Yunfan Jiang, Chen Wang, Ruohan Zhang, Jiajun Wu, Li Fei-Fei
Conference on Robot Learning (CoRL) 2024
[Website] [arXiv] [PDF] [TRANSIC-Envs] [Model Weights] [Training Data] [Model Card] [Data Card]
Learning in simulation and transferring the learned policy to the real world has the potential to enable generalist robots. The key challenge of this approach is to address simulation-to-reality (sim-to-real) gaps. Previous methods often require domain-specific knowledge a priori. We argue that a straightforward way to obtain such knowledge is by asking humans to observe and assist robot policy execution in the real world. The robots can then learn from humans to close various sim-to-real gaps. We propose TRANSIC, a data-driven approach to enable successful sim-to-real transfer based on a human-in-the-loop framework. TRANSIC allows humans to augment simulation policies to overcome various unmodeled sim-to-real gaps holistically through intervention and online correction. Residual policies can be learned from human corrections and integrated with simulation policies for autonomous execution. We show that our approach can achieve successful sim-to-real transfer in complex and contact-rich manipulation tasks such as furniture assembly. Through synergistic integration of policies learned in simulation and from humans, TRANSIC is effective as a holistic approach to addressing various, often coexisting sim-to-real gaps.

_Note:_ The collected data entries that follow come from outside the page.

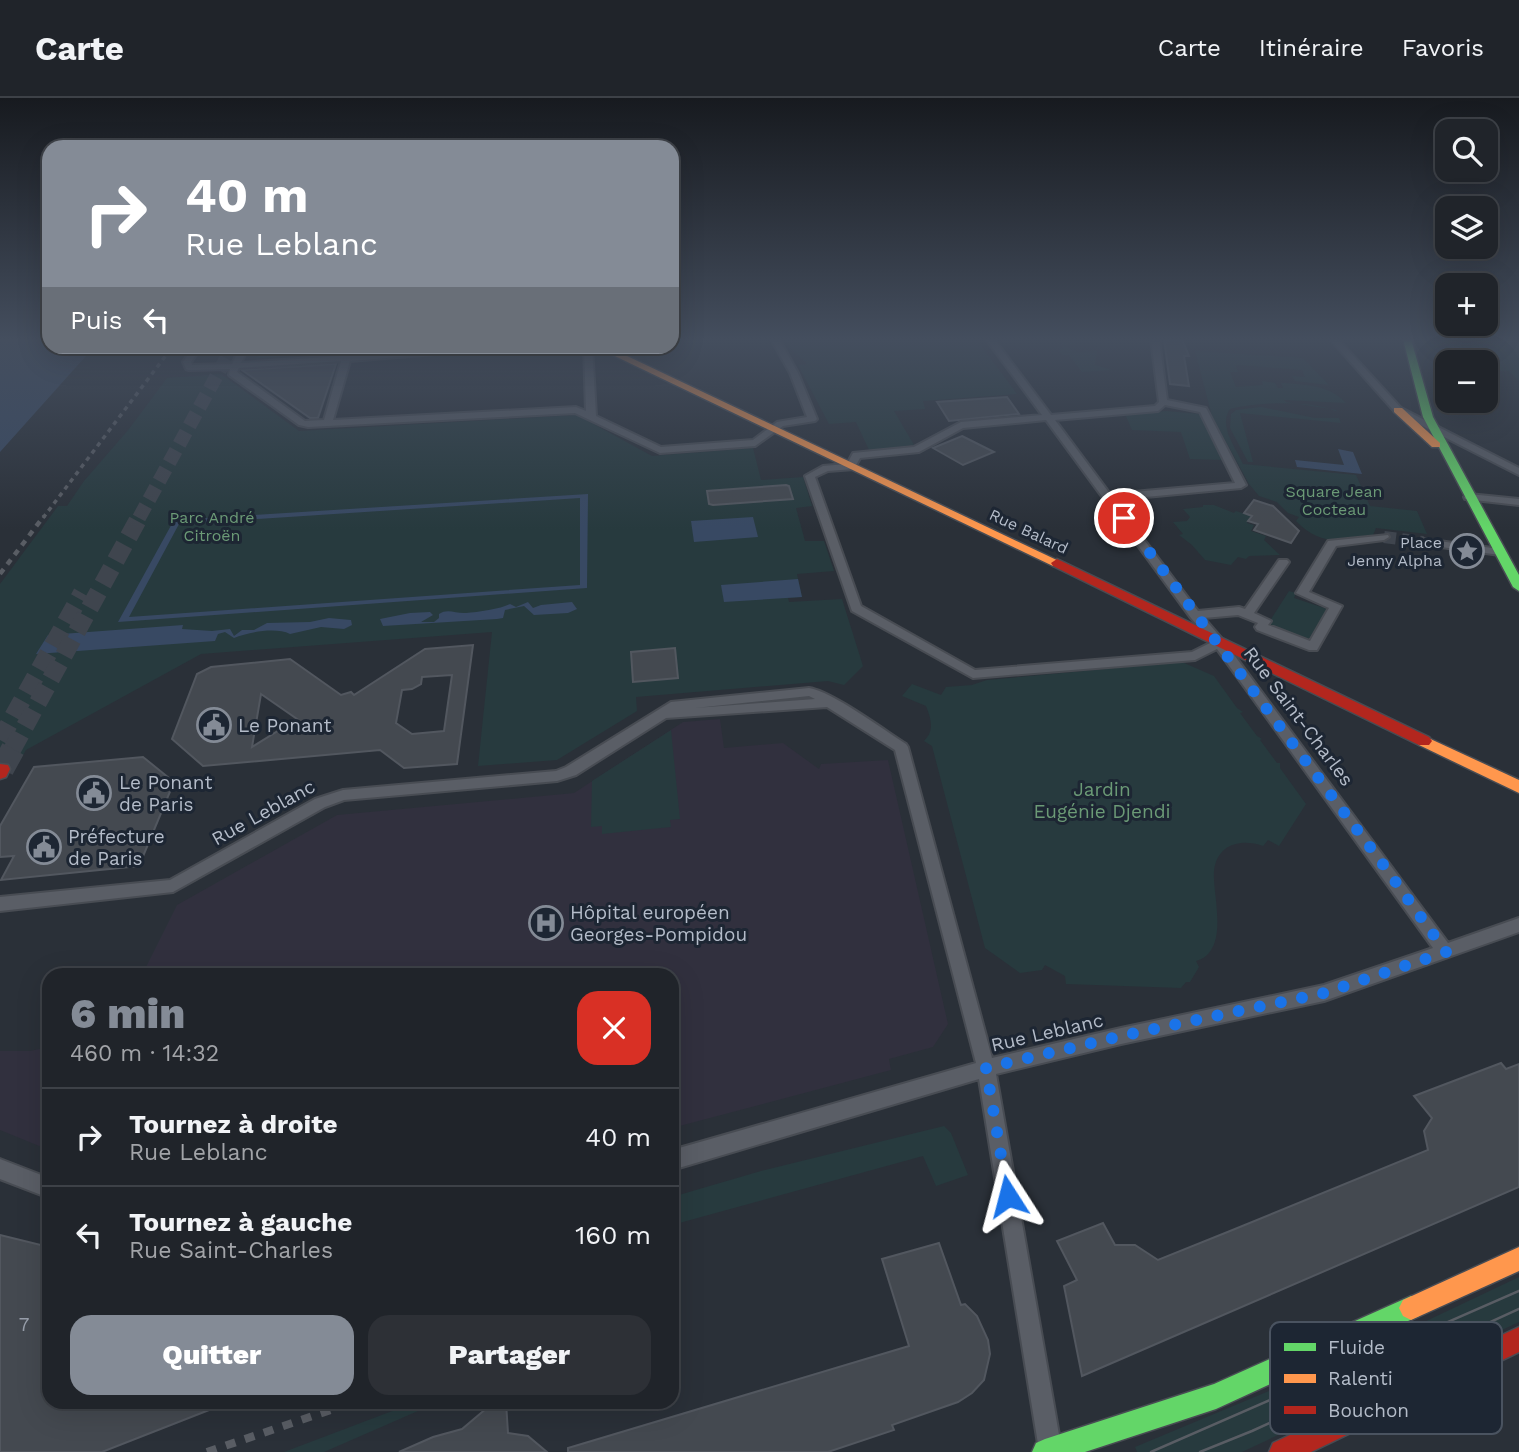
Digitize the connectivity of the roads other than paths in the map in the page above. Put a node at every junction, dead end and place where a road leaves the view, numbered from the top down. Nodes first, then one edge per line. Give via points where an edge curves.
1 (273, 402) edge
2 (334, 402) edge
3 (590, 402) edge
4 (716, 402) edge
5 (805, 402) edge
6 (1038, 402) edge
7 (1163, 402) edge
8 (1164, 402) edge
9 (1391, 402) edge
10 (1409, 402) edge
11 (1423, 402) edge
12 (1398, 410) junction
13 (590, 416) junction
14 (1048, 416) junction
15 (328, 422) dead end
16 (1431, 422) junction
17 (772, 429) junction
18 (1469, 446) junction
19 (1444, 450) junction
20 (851, 467) junction
21 (1519, 472) edge
22 (1109, 496) junction
23 (1469, 496) junction
24 (1519, 502) edge
25 (1384, 537) tunnel mouth
26 (1423, 542) tunnel mouth
27 (1500, 552) junction
28 (1283, 562) dead end
29 (1519, 587) edge
30 (1247, 614) junction
31 (1195, 615) junction
32 (1219, 643) junction
33 (1519, 787) edge
34 (0, 904) edge
35 (1519, 925) edge
36 (1446, 952) junction
37 (986, 1068) junction
38 (679, 1158) edge
39 (0, 1169) edge
40 (42, 1185) edge
41 (1519, 1259) edge
42 (1380, 1322) edge
43 (1519, 1339) edge
44 (1502, 1347) edge
45 (1270, 1372) edge
46 (1320, 1434) edge
47 (1050, 1452) edge
48 (1282, 1452) edge

1 - 13 street via 308,425 576,410
2 - 15 street
3 - 13 street
4 - 17 street, Rue Balard
5 - 17 street via 812,419
6 - 14 street, Rue Saint-Charles
7 - 14 street via 1158,408
8 - 22 street via 1203,410 1241,485
9 - 12 street
10 - 12 street
11 - 16 street
12 - 16 street via 1409,410
12 - 19 street
13 - 17 street via 660,450 755,443
14 - 20 street via 961,425 916,450 856,456
14 - 22 street, Rue Saint-Charles
16 - 18 street
16 - 19 street
17 - 20 street, Rue Balard
18 - 19 street
18 - 21 street
19 - 23 street
20 - 32 street, Rue Balard
20 - 32 street via 826,468 810,476 856,608 971,673 1195,656
22 - 31 street, Rue Saint-Charles
23 - 24 street
23 - 27 street
25 - 30 street via 1332,543 1302,593 1336,606 1312,647 1261,627 1265,621
26 - 27 street
27 - 29 street
28 - 30 street
30 - 31 street
31 - 32 street, Rue Saint-Charles
32 - 33 street, Rue Balard
32 - 36 street, Rue Saint-Charles
34 - 37 street, Rue Leblanc via 173,886 331,798 557,776 660,715 830,702 901,747
35 - 36 street, Rue Leblanc
36 - 37 street, Rue Leblanc via 1324,993
37 - 38 street
37 - 47 street
39 - 40 street
41 - 42 street
43 - 44 street
45 - 47 street via 1216,1396
46 - 48 street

It displays attractive properties such as scaling with human effort.
First follow the instruction to create a virtual environment, install IsaacGym, and install our simulation codebase TRANSIC-Envs.
Now clone this repo and install it.
git clone https://github.com/transic-robot/transic
cd transic
pip3 install -e .
Optionally, if you would like to use our model checkpoints and training data, download them from 🤗Hugging Face.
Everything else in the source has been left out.